Supplied records:
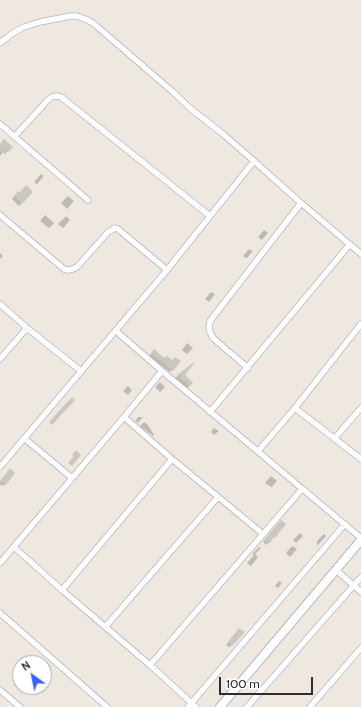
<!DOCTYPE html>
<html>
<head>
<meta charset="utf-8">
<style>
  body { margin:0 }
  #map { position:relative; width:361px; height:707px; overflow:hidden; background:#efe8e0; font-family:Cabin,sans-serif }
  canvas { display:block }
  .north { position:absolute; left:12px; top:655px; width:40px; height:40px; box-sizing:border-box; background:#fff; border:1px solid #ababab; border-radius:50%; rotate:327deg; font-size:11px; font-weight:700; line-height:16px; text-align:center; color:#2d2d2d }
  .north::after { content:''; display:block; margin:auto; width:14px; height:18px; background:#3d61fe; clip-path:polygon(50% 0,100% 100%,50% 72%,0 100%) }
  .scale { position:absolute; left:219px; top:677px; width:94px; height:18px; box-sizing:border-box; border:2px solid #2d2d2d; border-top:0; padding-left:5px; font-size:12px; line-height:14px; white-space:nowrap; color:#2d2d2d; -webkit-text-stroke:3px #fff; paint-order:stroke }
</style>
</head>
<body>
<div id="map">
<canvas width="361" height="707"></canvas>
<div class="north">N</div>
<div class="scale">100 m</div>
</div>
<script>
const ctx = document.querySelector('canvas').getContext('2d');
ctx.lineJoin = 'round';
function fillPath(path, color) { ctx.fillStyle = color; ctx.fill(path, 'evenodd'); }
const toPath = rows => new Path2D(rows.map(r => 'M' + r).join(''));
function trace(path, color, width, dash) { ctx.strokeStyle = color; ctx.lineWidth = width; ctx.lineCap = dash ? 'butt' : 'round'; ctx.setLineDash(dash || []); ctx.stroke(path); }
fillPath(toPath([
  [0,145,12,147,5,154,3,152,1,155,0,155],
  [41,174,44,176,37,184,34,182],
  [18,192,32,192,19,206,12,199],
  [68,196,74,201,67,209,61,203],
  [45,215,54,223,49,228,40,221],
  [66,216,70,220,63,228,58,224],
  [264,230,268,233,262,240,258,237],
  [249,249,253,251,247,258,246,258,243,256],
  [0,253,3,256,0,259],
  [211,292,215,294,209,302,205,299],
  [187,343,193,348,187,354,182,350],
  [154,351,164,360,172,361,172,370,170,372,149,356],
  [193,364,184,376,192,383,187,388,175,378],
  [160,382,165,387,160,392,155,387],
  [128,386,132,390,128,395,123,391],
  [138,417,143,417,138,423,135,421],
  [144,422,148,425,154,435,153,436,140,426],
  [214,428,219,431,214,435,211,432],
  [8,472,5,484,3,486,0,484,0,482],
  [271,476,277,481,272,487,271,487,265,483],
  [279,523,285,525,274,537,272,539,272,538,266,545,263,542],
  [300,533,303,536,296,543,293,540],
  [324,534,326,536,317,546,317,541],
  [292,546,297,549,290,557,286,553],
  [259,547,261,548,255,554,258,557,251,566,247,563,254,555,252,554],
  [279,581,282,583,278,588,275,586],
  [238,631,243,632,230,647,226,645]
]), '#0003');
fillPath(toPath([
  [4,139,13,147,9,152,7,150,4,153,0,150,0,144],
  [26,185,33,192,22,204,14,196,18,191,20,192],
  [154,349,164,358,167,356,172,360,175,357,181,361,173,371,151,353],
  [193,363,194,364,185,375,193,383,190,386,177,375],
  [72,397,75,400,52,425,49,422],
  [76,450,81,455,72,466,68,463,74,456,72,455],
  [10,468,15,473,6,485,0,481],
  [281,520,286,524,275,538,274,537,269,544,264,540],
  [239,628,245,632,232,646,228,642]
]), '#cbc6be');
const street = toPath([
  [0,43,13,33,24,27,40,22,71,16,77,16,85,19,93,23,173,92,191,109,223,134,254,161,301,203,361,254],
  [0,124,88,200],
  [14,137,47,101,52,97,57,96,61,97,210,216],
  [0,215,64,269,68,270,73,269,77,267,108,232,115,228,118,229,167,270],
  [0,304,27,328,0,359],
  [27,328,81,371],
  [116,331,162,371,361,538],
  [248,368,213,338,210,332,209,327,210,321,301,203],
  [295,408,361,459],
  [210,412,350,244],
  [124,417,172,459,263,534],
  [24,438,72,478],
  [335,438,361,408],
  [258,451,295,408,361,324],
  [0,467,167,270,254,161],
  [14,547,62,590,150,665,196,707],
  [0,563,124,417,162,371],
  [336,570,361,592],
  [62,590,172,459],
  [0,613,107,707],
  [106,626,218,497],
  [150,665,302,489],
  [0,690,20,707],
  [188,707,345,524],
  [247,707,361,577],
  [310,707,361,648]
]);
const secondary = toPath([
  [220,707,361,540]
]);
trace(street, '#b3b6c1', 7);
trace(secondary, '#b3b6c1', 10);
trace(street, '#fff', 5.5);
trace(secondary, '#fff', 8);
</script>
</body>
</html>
---
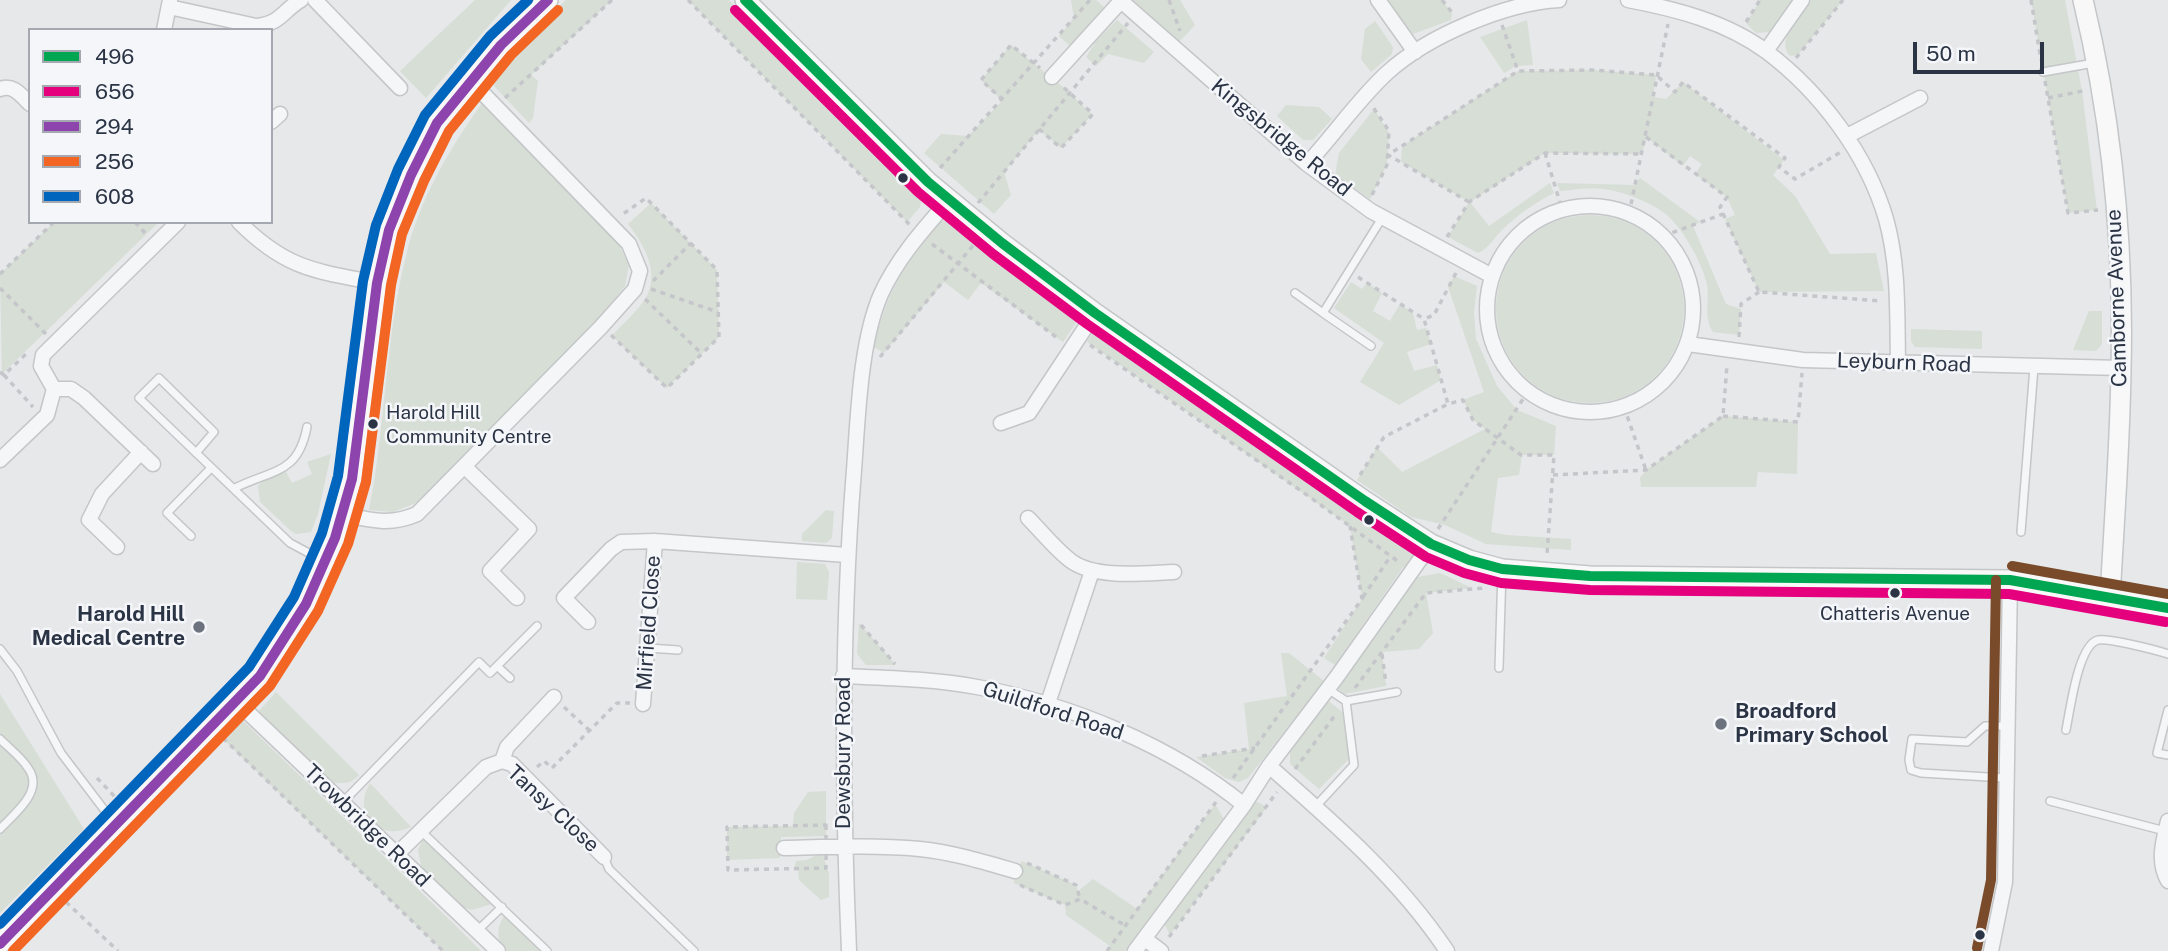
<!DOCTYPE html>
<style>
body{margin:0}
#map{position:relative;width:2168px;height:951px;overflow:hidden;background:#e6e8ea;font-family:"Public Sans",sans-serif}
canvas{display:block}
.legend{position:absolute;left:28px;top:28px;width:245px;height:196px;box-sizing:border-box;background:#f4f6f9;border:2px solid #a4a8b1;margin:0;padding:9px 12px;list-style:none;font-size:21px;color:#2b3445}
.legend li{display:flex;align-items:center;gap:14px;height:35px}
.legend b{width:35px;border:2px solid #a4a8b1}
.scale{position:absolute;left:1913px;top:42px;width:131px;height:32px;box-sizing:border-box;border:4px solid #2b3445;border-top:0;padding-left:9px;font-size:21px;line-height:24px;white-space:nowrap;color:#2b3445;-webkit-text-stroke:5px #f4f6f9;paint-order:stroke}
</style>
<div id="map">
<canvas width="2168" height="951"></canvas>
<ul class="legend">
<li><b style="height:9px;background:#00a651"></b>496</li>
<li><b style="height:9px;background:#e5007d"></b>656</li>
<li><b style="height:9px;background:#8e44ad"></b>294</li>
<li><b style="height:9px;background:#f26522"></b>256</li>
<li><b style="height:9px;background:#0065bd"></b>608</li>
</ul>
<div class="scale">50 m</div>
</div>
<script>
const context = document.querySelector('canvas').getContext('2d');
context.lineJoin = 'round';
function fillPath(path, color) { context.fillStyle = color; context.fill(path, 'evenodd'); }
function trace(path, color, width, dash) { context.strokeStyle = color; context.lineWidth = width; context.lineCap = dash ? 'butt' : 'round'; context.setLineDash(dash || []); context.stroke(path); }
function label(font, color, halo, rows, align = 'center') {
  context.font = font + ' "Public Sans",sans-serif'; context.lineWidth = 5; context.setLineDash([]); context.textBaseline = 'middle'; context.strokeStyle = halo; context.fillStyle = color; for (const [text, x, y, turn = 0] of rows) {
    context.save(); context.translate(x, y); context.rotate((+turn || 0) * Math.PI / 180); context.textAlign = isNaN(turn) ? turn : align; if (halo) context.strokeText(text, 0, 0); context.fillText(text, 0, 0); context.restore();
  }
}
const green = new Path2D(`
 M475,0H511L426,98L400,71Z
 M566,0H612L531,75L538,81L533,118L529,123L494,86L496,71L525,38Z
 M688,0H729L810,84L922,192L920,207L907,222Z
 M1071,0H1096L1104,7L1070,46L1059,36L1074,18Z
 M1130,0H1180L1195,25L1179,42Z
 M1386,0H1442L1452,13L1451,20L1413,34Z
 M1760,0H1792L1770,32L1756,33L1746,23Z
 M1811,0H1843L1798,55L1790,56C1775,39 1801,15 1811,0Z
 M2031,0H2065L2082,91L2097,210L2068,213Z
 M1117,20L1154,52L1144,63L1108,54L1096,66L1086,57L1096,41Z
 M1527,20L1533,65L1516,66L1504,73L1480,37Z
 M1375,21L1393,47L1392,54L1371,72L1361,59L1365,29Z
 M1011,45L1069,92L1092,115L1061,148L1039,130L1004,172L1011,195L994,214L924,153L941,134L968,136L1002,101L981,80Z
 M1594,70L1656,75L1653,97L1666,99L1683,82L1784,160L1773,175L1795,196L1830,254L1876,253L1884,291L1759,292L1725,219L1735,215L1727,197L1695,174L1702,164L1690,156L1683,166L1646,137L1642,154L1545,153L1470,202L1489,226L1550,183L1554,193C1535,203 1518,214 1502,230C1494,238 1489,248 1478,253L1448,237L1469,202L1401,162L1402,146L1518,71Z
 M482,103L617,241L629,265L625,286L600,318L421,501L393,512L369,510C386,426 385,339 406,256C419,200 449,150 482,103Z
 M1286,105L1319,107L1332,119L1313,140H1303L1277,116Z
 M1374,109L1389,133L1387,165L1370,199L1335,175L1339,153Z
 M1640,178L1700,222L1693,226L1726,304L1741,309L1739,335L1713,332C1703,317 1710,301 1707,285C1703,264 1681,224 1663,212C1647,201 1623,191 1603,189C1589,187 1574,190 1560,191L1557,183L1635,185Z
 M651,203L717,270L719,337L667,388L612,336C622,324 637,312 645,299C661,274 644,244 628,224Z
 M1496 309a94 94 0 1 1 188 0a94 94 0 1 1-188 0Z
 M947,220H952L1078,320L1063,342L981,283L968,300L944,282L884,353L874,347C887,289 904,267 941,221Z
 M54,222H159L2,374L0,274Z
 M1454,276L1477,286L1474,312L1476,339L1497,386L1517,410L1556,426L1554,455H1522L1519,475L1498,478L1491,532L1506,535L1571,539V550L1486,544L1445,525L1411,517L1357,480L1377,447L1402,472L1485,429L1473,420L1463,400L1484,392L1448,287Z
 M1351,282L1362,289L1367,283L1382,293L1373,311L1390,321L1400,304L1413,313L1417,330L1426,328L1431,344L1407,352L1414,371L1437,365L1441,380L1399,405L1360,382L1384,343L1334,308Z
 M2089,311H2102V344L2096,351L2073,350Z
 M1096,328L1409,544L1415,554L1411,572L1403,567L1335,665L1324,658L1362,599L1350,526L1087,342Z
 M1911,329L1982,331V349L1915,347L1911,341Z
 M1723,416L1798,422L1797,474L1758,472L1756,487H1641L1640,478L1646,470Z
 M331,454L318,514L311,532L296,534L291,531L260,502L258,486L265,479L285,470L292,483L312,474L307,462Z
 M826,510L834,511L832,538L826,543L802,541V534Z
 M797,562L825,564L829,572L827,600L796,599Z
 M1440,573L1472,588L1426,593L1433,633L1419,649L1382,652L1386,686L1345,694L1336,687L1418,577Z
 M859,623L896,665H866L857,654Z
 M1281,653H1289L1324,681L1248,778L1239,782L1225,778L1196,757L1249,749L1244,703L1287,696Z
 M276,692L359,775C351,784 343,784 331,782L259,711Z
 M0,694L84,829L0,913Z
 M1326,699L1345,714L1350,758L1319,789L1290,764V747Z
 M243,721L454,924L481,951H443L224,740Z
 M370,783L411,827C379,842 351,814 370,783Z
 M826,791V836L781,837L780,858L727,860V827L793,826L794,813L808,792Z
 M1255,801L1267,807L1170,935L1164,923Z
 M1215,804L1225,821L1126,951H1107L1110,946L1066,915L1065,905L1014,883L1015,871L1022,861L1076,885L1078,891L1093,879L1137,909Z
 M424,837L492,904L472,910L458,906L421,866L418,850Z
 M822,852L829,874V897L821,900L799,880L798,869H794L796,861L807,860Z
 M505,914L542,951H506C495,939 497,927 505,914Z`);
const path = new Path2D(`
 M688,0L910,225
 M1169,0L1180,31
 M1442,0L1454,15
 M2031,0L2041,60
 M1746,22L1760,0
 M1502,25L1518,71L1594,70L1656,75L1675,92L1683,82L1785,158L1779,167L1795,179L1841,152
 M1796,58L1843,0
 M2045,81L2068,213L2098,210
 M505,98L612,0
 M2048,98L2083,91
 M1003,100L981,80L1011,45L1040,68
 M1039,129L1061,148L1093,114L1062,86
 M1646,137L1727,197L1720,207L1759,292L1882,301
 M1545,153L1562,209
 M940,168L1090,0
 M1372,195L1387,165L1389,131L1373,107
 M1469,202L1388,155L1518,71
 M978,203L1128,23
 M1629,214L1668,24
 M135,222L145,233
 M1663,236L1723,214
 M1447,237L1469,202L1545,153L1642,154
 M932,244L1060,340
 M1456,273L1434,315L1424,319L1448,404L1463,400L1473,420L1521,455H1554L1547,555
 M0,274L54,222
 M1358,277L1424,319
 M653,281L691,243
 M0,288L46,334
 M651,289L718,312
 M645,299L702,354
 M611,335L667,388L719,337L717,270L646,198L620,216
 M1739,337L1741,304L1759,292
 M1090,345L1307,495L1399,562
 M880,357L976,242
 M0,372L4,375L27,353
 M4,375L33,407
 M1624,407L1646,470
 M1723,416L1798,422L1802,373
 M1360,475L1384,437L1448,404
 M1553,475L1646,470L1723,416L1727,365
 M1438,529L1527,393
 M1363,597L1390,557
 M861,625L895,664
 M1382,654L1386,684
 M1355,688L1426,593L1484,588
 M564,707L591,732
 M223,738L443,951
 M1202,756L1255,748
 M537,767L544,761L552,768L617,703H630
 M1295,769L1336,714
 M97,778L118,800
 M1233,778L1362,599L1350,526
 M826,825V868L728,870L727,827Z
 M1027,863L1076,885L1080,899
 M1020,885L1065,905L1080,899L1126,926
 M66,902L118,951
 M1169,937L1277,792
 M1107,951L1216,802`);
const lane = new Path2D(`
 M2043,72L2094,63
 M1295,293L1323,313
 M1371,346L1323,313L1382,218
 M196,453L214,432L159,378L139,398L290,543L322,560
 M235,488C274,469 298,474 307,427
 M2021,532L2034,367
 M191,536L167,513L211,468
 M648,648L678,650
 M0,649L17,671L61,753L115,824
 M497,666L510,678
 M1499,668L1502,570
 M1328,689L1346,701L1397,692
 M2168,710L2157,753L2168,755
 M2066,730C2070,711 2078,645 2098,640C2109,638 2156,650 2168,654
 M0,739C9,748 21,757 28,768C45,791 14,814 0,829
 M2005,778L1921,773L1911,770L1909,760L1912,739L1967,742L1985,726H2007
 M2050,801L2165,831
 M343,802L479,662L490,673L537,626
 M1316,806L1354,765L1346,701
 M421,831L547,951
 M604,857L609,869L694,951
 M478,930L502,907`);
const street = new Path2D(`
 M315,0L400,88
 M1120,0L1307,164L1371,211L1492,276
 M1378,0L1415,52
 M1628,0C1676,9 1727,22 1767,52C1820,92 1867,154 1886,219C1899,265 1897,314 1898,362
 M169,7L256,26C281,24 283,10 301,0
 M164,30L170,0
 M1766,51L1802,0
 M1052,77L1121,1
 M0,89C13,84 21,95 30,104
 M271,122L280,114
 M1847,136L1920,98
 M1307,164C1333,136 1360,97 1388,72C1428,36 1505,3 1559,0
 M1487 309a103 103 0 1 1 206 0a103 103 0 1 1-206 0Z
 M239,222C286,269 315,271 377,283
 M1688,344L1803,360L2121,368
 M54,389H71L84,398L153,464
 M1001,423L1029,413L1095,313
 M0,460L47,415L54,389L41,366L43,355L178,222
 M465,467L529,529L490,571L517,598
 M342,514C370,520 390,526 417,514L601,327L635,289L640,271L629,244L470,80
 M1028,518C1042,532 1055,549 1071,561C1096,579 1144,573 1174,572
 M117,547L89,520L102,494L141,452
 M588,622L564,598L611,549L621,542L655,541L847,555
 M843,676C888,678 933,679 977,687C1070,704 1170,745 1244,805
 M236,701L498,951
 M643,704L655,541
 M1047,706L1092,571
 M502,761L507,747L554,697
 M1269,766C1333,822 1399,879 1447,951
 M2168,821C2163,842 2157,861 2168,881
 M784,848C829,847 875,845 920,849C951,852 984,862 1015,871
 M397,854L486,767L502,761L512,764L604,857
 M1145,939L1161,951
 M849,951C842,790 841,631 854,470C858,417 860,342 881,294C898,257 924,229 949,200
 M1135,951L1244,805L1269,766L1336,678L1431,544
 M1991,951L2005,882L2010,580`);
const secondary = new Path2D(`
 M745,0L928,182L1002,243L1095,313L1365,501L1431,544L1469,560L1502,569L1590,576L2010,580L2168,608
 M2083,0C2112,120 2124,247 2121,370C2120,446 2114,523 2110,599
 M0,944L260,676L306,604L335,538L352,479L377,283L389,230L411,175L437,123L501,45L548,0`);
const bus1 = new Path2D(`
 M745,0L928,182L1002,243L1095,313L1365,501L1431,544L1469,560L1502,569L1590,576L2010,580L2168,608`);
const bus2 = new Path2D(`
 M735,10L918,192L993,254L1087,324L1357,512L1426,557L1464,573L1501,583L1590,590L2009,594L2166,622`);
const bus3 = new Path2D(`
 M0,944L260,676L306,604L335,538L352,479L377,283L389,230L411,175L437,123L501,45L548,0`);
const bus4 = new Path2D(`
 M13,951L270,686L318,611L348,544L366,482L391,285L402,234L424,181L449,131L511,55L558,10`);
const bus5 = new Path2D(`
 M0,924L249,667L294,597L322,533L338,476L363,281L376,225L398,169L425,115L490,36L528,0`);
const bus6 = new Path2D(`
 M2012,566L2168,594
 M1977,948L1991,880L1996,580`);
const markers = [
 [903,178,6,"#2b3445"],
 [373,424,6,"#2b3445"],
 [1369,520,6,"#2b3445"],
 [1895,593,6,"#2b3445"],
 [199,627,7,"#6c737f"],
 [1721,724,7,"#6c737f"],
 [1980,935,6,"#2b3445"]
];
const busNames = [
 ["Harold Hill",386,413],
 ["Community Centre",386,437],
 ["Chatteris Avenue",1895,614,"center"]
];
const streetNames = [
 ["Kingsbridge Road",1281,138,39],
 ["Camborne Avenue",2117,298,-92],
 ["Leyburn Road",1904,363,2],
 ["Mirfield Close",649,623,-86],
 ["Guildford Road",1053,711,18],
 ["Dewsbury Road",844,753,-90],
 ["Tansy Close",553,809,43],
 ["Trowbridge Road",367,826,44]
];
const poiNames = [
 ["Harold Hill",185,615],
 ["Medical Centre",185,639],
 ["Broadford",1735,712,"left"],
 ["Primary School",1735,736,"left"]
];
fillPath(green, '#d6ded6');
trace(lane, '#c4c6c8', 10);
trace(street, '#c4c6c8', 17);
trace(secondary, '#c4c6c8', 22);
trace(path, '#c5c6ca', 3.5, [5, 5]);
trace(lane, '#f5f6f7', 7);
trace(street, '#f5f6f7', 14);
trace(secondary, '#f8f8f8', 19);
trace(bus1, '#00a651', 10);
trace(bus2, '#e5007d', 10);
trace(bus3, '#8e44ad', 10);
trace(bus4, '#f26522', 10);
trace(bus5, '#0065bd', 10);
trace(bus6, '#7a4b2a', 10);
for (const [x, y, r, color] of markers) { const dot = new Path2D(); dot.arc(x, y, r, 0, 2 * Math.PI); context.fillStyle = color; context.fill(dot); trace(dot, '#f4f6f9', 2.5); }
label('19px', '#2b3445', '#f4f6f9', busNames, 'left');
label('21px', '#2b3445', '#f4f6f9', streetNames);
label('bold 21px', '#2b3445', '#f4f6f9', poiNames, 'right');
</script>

Your instructions: Output only the count of lines in the data containing "turn".

Answer section: 2